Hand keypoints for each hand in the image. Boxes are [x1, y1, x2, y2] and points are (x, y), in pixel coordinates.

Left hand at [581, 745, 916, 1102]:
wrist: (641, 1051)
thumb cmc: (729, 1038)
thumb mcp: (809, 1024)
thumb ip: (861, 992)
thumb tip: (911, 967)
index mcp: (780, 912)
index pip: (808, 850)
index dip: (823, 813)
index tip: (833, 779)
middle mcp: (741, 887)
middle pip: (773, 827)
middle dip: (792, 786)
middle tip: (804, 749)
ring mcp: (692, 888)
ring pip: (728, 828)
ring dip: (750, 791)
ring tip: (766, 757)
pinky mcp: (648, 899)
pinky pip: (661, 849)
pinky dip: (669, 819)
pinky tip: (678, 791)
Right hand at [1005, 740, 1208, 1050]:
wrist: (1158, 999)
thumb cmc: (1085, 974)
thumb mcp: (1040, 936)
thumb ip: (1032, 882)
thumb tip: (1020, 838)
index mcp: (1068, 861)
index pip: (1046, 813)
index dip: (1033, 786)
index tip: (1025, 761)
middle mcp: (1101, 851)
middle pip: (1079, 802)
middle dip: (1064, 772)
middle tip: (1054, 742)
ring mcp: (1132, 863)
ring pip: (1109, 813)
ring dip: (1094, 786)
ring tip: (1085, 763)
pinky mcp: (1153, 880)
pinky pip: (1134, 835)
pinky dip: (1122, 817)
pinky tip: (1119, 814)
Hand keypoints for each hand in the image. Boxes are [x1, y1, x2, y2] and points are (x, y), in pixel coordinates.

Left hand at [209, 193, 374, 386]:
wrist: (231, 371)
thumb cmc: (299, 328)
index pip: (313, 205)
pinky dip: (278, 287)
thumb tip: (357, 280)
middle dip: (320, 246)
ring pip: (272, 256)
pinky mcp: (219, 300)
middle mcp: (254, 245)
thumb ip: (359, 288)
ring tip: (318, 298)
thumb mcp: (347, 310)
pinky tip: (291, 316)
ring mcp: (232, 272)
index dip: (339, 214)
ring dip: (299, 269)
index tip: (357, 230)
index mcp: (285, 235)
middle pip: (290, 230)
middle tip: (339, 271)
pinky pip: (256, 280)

# # # # # # #

*What to do:* Take the data above and return it exactly.

*Expected answer:*
Hand keypoints for each hand in the image. Boxes are [x1, y1, x2, y2] and points are (x, y), in pixel coordinates.

Left hand at [581, 745, 916, 1102]:
wrist: (641, 1051)
thumb cmc: (729, 1038)
thumb mcp: (809, 1024)
thumb ip: (861, 992)
thumb tip: (911, 967)
index mcp: (780, 912)
index pip: (808, 850)
index dip: (823, 813)
index tip: (833, 779)
middle mcp: (741, 887)
middle pip: (773, 827)
middle dip: (792, 786)
middle tip: (804, 749)
ring mcp: (692, 888)
ring pip: (728, 828)
ring dip: (750, 791)
ring tip: (766, 757)
pinky mcp: (648, 899)
pinky pip: (661, 849)
pinky dip: (669, 819)
pinky tip: (678, 791)
Right hand at [1005, 740, 1208, 1050]:
wrist: (1158, 999)
thumb cmc: (1085, 974)
thumb mcp: (1040, 936)
thumb ip: (1032, 882)
thumb tip: (1020, 838)
index mcp: (1068, 861)
index pip: (1046, 813)
index dip: (1033, 786)
index tip: (1025, 761)
middle mcp: (1101, 851)
middle pip: (1079, 802)
middle dip: (1064, 772)
middle tip: (1054, 742)
ring mcp: (1132, 863)
ring pip: (1109, 813)
ring dip: (1094, 786)
ring tip: (1085, 763)
pinky mcp: (1153, 880)
pinky pip: (1134, 835)
pinky dip: (1122, 817)
pinky tip: (1119, 814)
Hand keypoints for each hand in the image. Boxes are [x1, y1, x2, y2] and points are (x, y), in pixel coordinates.

Left hand at [209, 193, 374, 386]:
wrist: (231, 371)
thumb cmc: (299, 328)
index pip: (313, 205)
pinky dip: (278, 287)
thumb tip: (357, 280)
middle dip: (320, 246)
ring pip: (272, 256)
pinky mcp: (219, 300)
middle mcp: (254, 245)
thumb ip: (359, 288)
ring tip: (318, 298)
thumb mcp: (347, 310)
pinky tip: (291, 316)
ring mcp: (232, 272)
index dip: (339, 214)
ring dip: (299, 269)
index tip: (357, 230)
index mcp: (285, 235)
middle pip: (290, 230)
middle tip: (339, 271)
pinky pip: (256, 280)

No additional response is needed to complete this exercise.